Il contrasto del riscaldamento globale richiede la riduzione o l’interruzione dell’utilizzo di carbone, petrolio e gas: per questo la presenza numerosa di chi lavora nel settore è vista con preoccupazione dalle organizzazioni ambientaliste. L’industria dell’energia di cui le grandi aziende petrolifere fanno parte deve essere necessariamente coinvolta nella transizione verso un sistema economico che produca minori emissioni di gas serra. Tuttavia i gruppi ambientalisti temono che i lobbisti dei combustibili fossili influenzino i negoziati internazionali in modo da limitarne le ambizioni, oltre a sfruttare le conferenze sul clima per fare affari.

Per avere accesso alle conferenze sul clima dell’ONU è necessario registrarsi indicando il proprio legame con un paese o un’organizzazione.
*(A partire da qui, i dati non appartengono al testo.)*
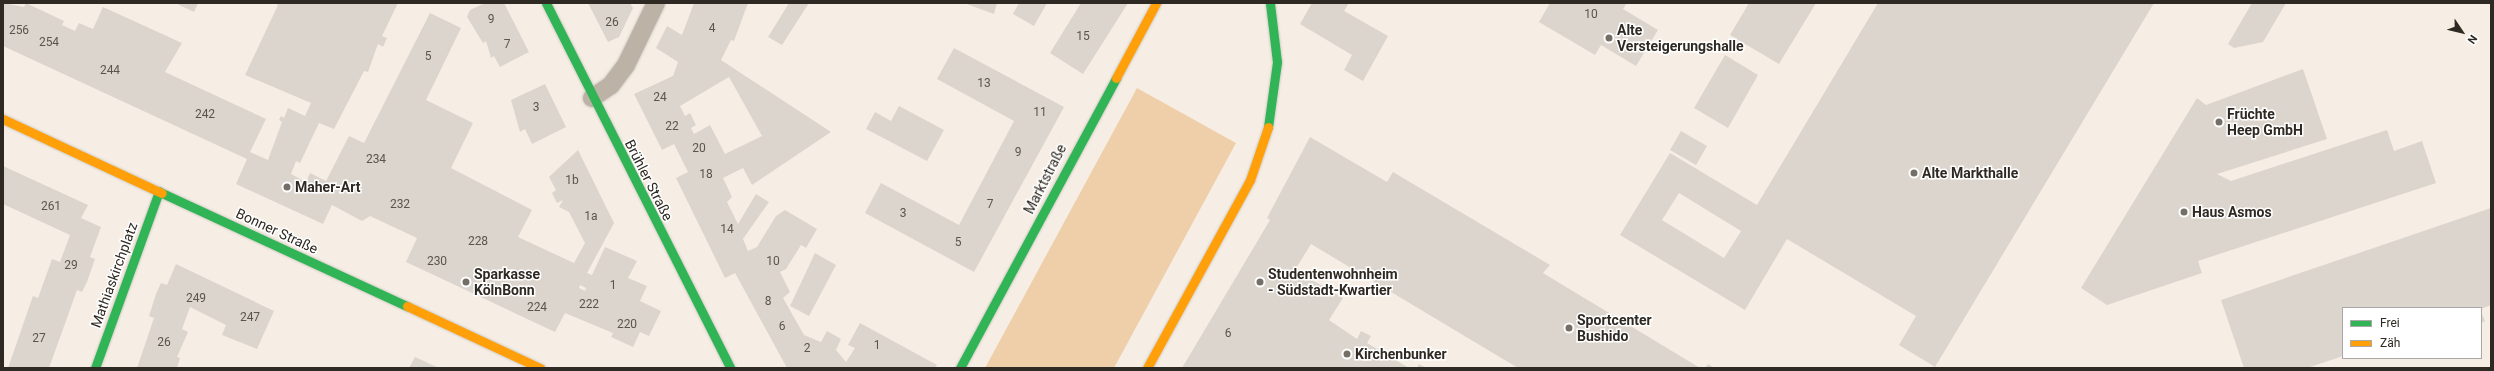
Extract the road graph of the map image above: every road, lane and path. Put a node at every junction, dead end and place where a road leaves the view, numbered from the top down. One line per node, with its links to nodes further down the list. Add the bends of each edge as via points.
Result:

Le Nazioni Unite permettono a membri di ong e associazioni di vario genere, oltre che ai giornalisti, di entrare nelle strutture che le ospitano e di seguire gran parte degli eventi, anche se l’accesso alla maggior parte degli incontri delle delegazioni dei paesi è limitato (i media possono assistere solo alle riunioni plenarie, i membri delle organizzazioni riconosciute come “osservatori” anche a quelle appena più ristrette).

Secondo l’analisi di Kick Big Polluters Out gran parte dei lobbisti del settore dei combustibili fossili si è registrata alla COP di Baku affiliandosi a un’associazione di categoria, come l’International Emissions Trading Association (IETA), che rappresenta aziende di tutto il mondo interessate ai mercati di quote di emissioni di gas serra (i cosiddetti “crediti di carbonio”). Molte persone che lavorano per aziende petrolifere però fanno anche parte delle delegazioni dei singoli paesi, non tra i delegati veri e propri, quelli autorizzati a negoziare per esempio a nome dell’Italia, ma nel gruppo di persone che un governo sceglie di portare con sé a vario titolo (il nome tecnico è “party overflow”).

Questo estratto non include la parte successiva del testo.